### Work to complete
If an entry below holds a picture, leave the picture out and print the rest exactly.

[Start of Attachment]

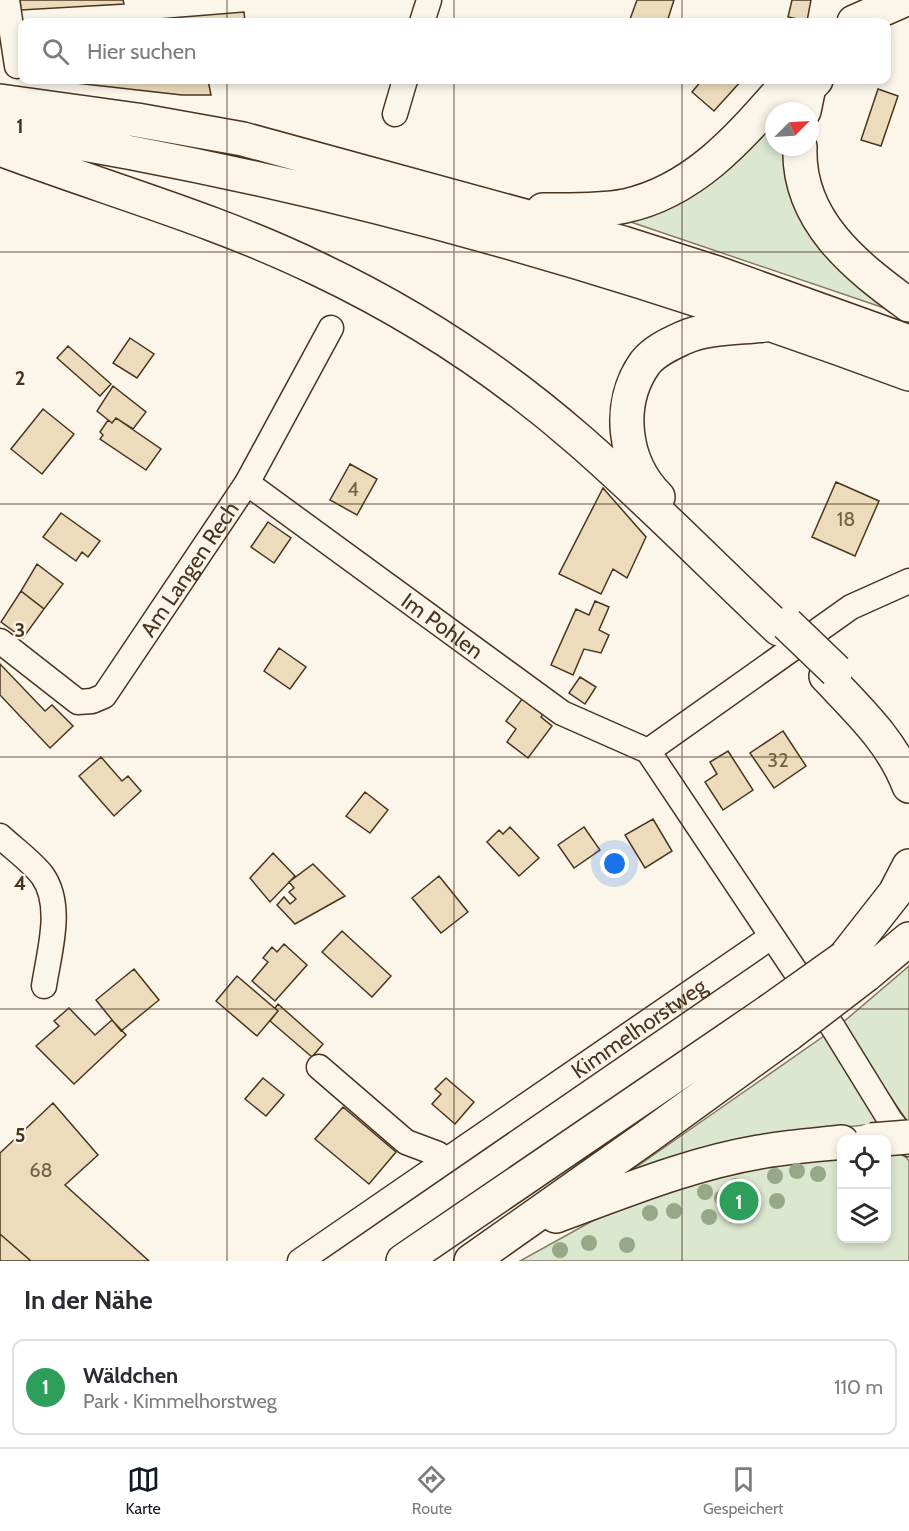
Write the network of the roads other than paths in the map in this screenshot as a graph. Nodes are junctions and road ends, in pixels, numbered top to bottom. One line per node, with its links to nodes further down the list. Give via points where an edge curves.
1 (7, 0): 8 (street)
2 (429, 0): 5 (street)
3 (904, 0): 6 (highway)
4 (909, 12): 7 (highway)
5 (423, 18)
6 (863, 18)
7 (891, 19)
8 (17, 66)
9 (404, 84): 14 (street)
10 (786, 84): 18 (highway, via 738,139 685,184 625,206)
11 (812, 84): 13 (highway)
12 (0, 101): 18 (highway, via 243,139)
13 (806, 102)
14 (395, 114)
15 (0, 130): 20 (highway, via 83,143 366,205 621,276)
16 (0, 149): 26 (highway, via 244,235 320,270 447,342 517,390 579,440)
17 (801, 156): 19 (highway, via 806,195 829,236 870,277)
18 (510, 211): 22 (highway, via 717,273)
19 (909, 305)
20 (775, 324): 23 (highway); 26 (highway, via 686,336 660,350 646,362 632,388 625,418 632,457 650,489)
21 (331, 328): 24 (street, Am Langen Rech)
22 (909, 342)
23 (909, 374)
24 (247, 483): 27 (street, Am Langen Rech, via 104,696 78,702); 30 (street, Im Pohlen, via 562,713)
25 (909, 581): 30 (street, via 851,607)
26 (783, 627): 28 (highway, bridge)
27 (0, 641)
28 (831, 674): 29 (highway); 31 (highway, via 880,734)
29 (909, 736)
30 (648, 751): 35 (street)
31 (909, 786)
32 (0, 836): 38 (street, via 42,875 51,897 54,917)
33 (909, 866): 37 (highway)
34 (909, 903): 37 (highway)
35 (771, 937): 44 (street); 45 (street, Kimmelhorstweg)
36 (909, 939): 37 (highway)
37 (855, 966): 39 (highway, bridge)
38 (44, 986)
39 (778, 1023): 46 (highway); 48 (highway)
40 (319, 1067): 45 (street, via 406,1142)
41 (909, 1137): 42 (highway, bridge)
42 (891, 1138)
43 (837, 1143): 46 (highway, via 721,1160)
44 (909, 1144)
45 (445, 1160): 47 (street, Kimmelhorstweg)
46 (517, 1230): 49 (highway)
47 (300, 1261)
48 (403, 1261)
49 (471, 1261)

[End of Attachment]

### Response to the task
Write the network of the roads other than paths in the map in this screenshot as a graph. Nodes are junctions and road ends, in pixels, numbered top to bottom. One line per node, with its links to nodes further down the list. Give via points where an edge curves.
1 (7, 0): 8 (street)
2 (429, 0): 5 (street)
3 (904, 0): 6 (highway)
4 (909, 12): 7 (highway)
5 (423, 18)
6 (863, 18)
7 (891, 19)
8 (17, 66)
9 (404, 84): 14 (street)
10 (786, 84): 18 (highway, via 738,139 685,184 625,206)
11 (812, 84): 13 (highway)
12 (0, 101): 18 (highway, via 243,139)
13 (806, 102)
14 (395, 114)
15 (0, 130): 20 (highway, via 83,143 366,205 621,276)
16 (0, 149): 26 (highway, via 244,235 320,270 447,342 517,390 579,440)
17 (801, 156): 19 (highway, via 806,195 829,236 870,277)
18 (510, 211): 22 (highway, via 717,273)
19 (909, 305)
20 (775, 324): 23 (highway); 26 (highway, via 686,336 660,350 646,362 632,388 625,418 632,457 650,489)
21 (331, 328): 24 (street, Am Langen Rech)
22 (909, 342)
23 (909, 374)
24 (247, 483): 27 (street, Am Langen Rech, via 104,696 78,702); 30 (street, Im Pohlen, via 562,713)
25 (909, 581): 30 (street, via 851,607)
26 (783, 627): 28 (highway, bridge)
27 (0, 641)
28 (831, 674): 29 (highway); 31 (highway, via 880,734)
29 (909, 736)
30 (648, 751): 35 (street)
31 (909, 786)
32 (0, 836): 38 (street, via 42,875 51,897 54,917)
33 (909, 866): 37 (highway)
34 (909, 903): 37 (highway)
35 (771, 937): 44 (street); 45 (street, Kimmelhorstweg)
36 (909, 939): 37 (highway)
37 (855, 966): 39 (highway, bridge)
38 (44, 986)
39 (778, 1023): 46 (highway); 48 (highway)
40 (319, 1067): 45 (street, via 406,1142)
41 (909, 1137): 42 (highway, bridge)
42 (891, 1138)
43 (837, 1143): 46 (highway, via 721,1160)
44 (909, 1144)
45 (445, 1160): 47 (street, Kimmelhorstweg)
46 (517, 1230): 49 (highway)
47 (300, 1261)
48 (403, 1261)
49 (471, 1261)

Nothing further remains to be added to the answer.